This Dairy-free Basil Pesto is just like the original, it’s garlicky, fresh and full of flavour. It’s perfect to serve with pasta but also on a pizza or sandwich.
I’m obsessed with basil pesto. My mum would always make loads of it when younger and we would always have a jar of fresh homemade pesto in the fridge. This is why I never buy store bought pesto. Not only is it cheaper and so easy to make it is a lot a lot tastier! My mum’s pesto is not vegan, as is the traditional Italian pest, but I created a vegan version that is really similar to it. I hope you like it as much as I do!
The traditional pesto is made with basil, pine nuts, olive oil and parmesan and pecorino cheese. It can be easily made vegan by replacing the cheese with nutritional yeast, which is very often used in many vegan recipes where there is a need for a “cheesy” flavour. All you need to do is blend all the ingredients and you have your delicious pesto, no cooking required.

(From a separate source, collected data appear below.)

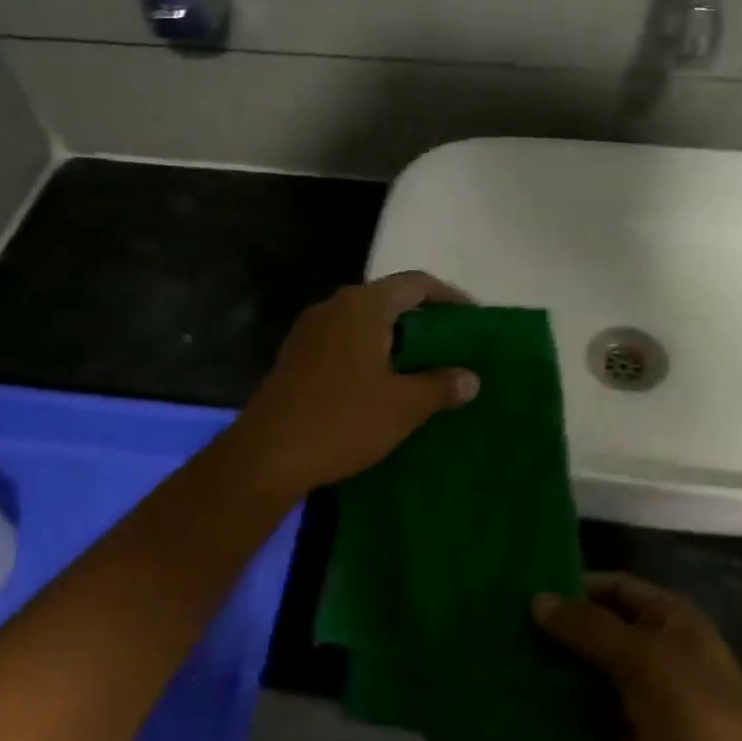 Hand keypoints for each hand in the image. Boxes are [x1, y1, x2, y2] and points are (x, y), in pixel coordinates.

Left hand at [225, 272, 479, 501]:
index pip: (416, 283)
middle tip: (455, 346)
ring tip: (426, 367)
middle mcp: (334, 307)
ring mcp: (310, 331)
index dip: (450, 297)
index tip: (475, 319)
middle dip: (425, 320)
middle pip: (390, 300)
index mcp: (362, 306)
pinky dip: (373, 354)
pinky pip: (346, 342)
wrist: (266, 456)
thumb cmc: (341, 421)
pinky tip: (386, 384)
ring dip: (398, 340)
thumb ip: (441, 386)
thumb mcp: (403, 406)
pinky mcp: (298, 356)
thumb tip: (470, 378)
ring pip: (366, 323)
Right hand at [533, 573, 741, 740]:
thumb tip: (538, 597)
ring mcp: (665, 706)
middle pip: (608, 632)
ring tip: (513, 673)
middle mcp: (670, 655)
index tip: (525, 591)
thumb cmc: (700, 725)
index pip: (617, 586)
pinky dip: (580, 723)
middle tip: (509, 634)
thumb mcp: (644, 663)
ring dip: (567, 678)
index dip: (575, 585)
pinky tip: (538, 723)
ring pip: (604, 680)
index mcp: (676, 622)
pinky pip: (609, 725)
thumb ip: (590, 628)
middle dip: (564, 633) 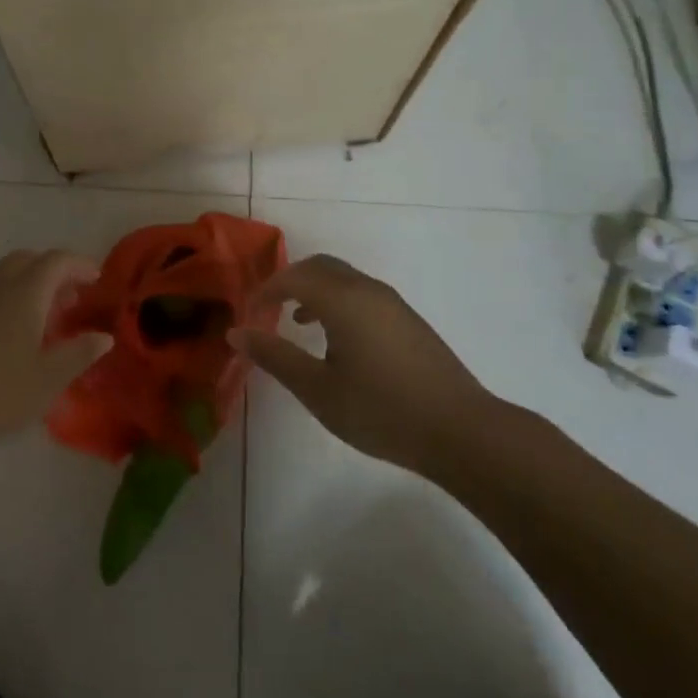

This Dairy-free Basil Pesto is:
- Super easy
- Quick, ready in 5 minutes
- Creamy
- Fresh
- Light
- Flavourful
What you will need:
The main ingredients for this super easy vegan pesto are:
- Fresh Basil
- Nuts, any type
- Nutritional Yeast
- Good quality olive oil
- Garlic
- Pasta, If you’re gonna eat it with pasta, I suggest fresh pasta!
What to serve this dairy-free basil pesto with?
As you can see in the pictures, I love to have pesto with fresh pasta, but there are other delicious options! You can try it with other types of pasta such as tagliatelle, gnocchi or with lasagne. It is also great to use in a traybake, to season a potato salad, in a buddha bowl, simply spread over toast or in a salad. The options are endless!
More pesto recipes
Dairy-Free Basil Pesto | Traditional Italian Recipe Made Vegan
Ingredients
- 100 g basil
- 25 g walnuts (1/4 cup)
- 2 tbsp olive oil
- 2 tbsp nutritional yeast
- Salt to taste
- 400 g Pasta
Instructions
- Gather all the ingredients and put them in a blender or food processor. Alternatively, you can use a mortar to grind the ingredients by hand.
- If you’re eating it with pasta, cook your pasta al dente. The cooking time depends on the pasta, I used fresh “trofie” and it took 4 minutes. I like to add the pasta water to the pesto while it’s blending to make it really creamy. Alternatively, keep some pasta water aside, drain the pasta, then for each tbsp of pesto you add to the pasta add some pasta water so everything is mixed well.
[…] pesto is a spin of the traditional Italian pesto made from basil (which you can find here). The recipe uses fresh courgettes or zucchini, that are seasonal to the summer, to make an […]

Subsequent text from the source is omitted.